Y que decir de los famosos que, en muchos casos, se ensalzan ahora con toda desvergüenza, cuando la mayoría jamás ha demostrado el menor talento para nada, ni ha exhibido una vida ejemplar, aunque sus palmeros de los medios de comunicación (debidamente estimulados) la presenten como un conjunto de personajes a imitar. Al contrario que en otras épocas, muchos de los famosos de hoy lo son únicamente, por ser “hijos de fulanito o fulanita”, o por haber hecho alguna trastada que roza la ilegalidad o claramente incumplen la ley, pero sin haber demostrado jamás ninguna aptitud para nada relevante, poseer una mínima cultura o un «saber estar» que delate su adecuada formación, a causa de lo cual muchos exhiben de continuo una zafiedad – y en algún caso la vitola de convicto delincuente – que, en su día, los habría descalificado para ejercer de famosos, pero que hoy, lamentablemente, aplaude esa irracional masa que, cada vez más, aboban esos contertulios estrella y esas mal utilizadas redes sociales.

9 días de hospital

Antes de relatar un lamentable momento que me tocó vivir en el curso de mí última hospitalización, deseo manifestar mi agradecimiento a todos los profesionales que, con gran profesionalidad y entrega, me han atendido. No obstante, conviviendo con esa gran mayoría de buenos profesionales, de vez en cuando, se manifiestan otros que, con escaso talento y desmedido personalismo, imponen soluciones incompatibles con la buena praxis. Pues bien, lo que sigue, es el relato de una de ellas – insisto, la excepción, no la regla – de la que fui partícipe en primera persona.

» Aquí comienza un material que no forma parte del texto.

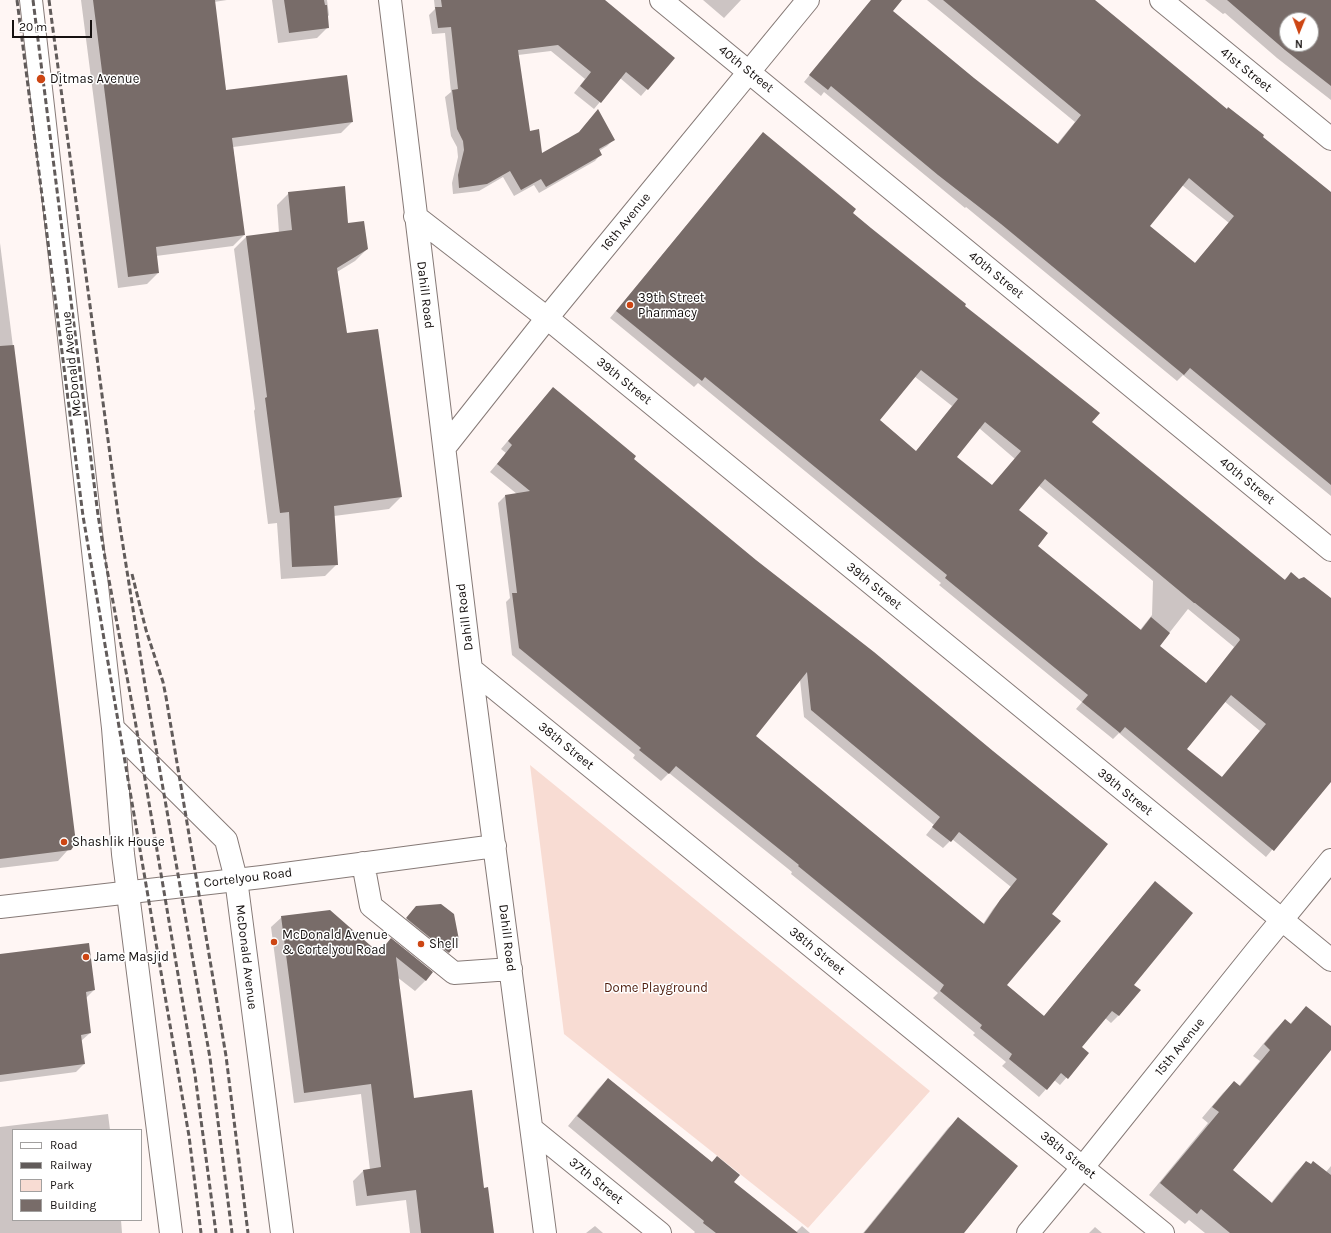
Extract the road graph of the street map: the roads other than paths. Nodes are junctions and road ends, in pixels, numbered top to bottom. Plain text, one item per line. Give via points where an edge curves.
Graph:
1 (30, 0) edge
2 (390, 0) edge
3 (661, 0) edge
4 (808, 0) edge
5 (1162, 0) edge
6 (749, 72) junction
7 (1331, 139) edge
8 (415, 216) junction
9 (547, 318) junction
10 (445, 446) junction
11 (1331, 550) edge
12 (471, 668) junction
13 (113, 728) junction
14 (495, 846) junction
15 (1331, 860) edge
16 (363, 863) junction
17 (236, 879) junction
18 (128, 892) junction
19 (0, 907) edge
20 (1282, 920) junction
21 (1331, 960) edge
22 (511, 969) junction
23 (532, 1128) junction
24 (1083, 1168) junction
25 (171, 1233) edge
26 (282, 1233) edge
27 (545, 1233) edge
28 (660, 1233) edge
29 (1028, 1233) edge
30 (1163, 1233) edge

1 - 13 street, McDonald Avenue
2 - 8 street, Dahill Road
3 - 6 street, 40th Street
4 - 6 street, 16th Avenue
5 - 7 street, 41st Street
6 - 9 street, 16th Avenue
6 - 11 street, 40th Street
8 - 9 street, 39th Street
8 - 10 street, Dahill Road
9 - 10 street, 16th Avenue
9 - 20 street, 39th Street
10 - 12 street, Dahill Road
12 - 14 street, Dahill Road
12 - 24 street, 38th Street
13 - 17 street, McDonald Avenue via 226,840
13 - 18 street, McDonald Avenue
14 - 16 street, Cortelyou Road
14 - 22 street, Dahill Road
15 - 20 street, 15th Avenue
16 - 17 street, Cortelyou Road
16 - 22 street via 371,906 454,973
17 - 18 street, Cortelyou Road
17 - 26 street, McDonald Avenue
18 - 19 street, Cortelyou Road
18 - 25 street, McDonald Avenue
20 - 21 street, 39th Street
20 - 24 street, 15th Avenue
22 - 23 street, Dahill Road
23 - 27 street, Dahill Road
23 - 28 street, 37th Street
24 - 29 street, 15th Avenue
24 - 30 street, 38th Street

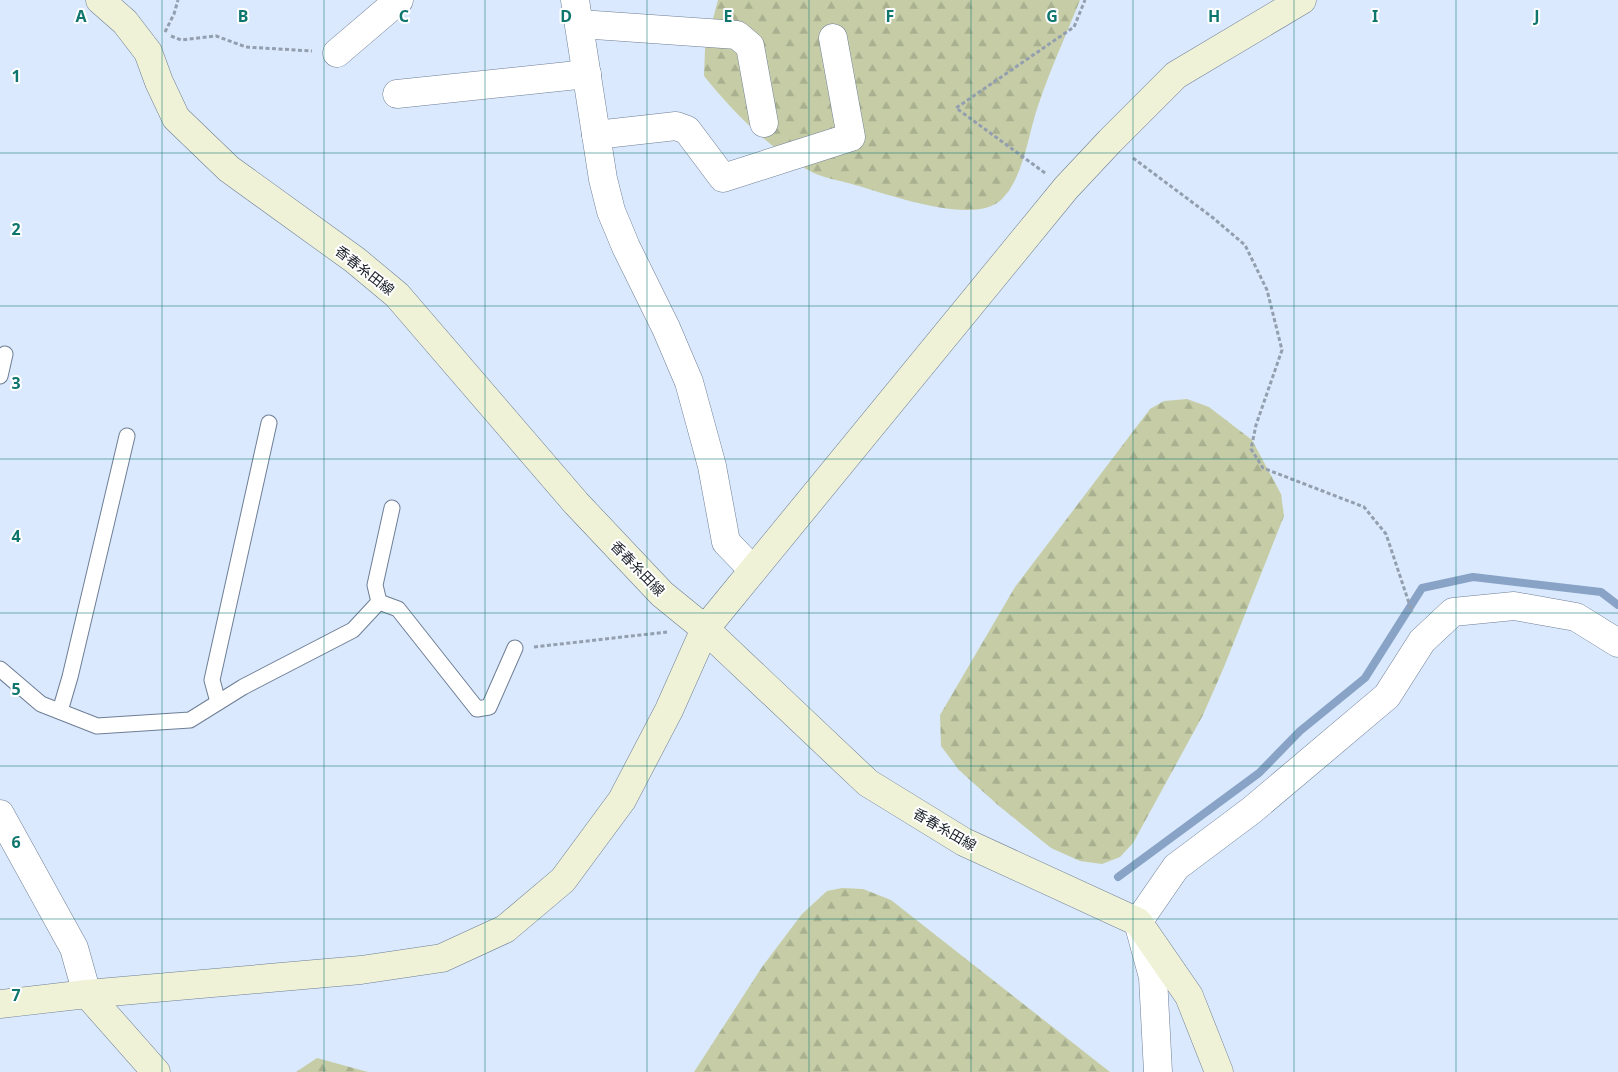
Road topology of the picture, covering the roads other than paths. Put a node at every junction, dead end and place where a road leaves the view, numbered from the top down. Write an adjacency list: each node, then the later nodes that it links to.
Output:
1 (100, 0): 18 (street, 香春糸田線)
2 (399, 0): 6 (street)
3 (1302, 0): 16 (street)
4 (577, 12): 7 (street); 9 (street)
5 (834, 38): 10 (street)
6 (337, 53)
7 (587, 74): 8 (street); 10 (street)
8 (397, 94)
9 (764, 123)
10 (596, 135): 16 (street)
11 (5, 354): 12 (lane)
12 (0, 376)
13 (269, 423): 22 (lane)
14 (127, 436): 23 (lane)
15 (392, 508): 17 (lane)
16 (753, 570): 18 (street)
17 (378, 602): 20 (lane); 22 (lane)
18 (705, 629): 25 (street, 香春糸田線); 26 (street)
19 (1618, 643): 25 (street)
20 (515, 648)
21 (0, 669): 23 (lane)
22 (218, 702): 23 (lane)
23 (60, 711)
24 (0, 814): 26 (street)
25 (1138, 922): 29 (street); 30 (street)
26 (87, 994): 27 (street); 28 (street)
27 (0, 1004)
28 (156, 1072)
29 (1158, 1072)
30 (1219, 1072)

En torno a las diez de la mañana de aquel día me retiraron la sonda vesical inherente a la intervención quirúrgica a la que había sido sometido, a la vez que me informaban de la condición sine qua non de miccionar para poder abandonar el hospital. Siguiendo sus habituales rutinas de atención a los pacientes, a lo largo de aquel día, muchas veces entraron en mi habitación los profesionales sanitarios, las mismas en las que, una y otra vez, me preguntaron si ya había realizado mi deseada micción que, desgraciadamente, siempre tuvo una respuesta negativa a la que seguía un «beba más agua», que yo siempre acaté.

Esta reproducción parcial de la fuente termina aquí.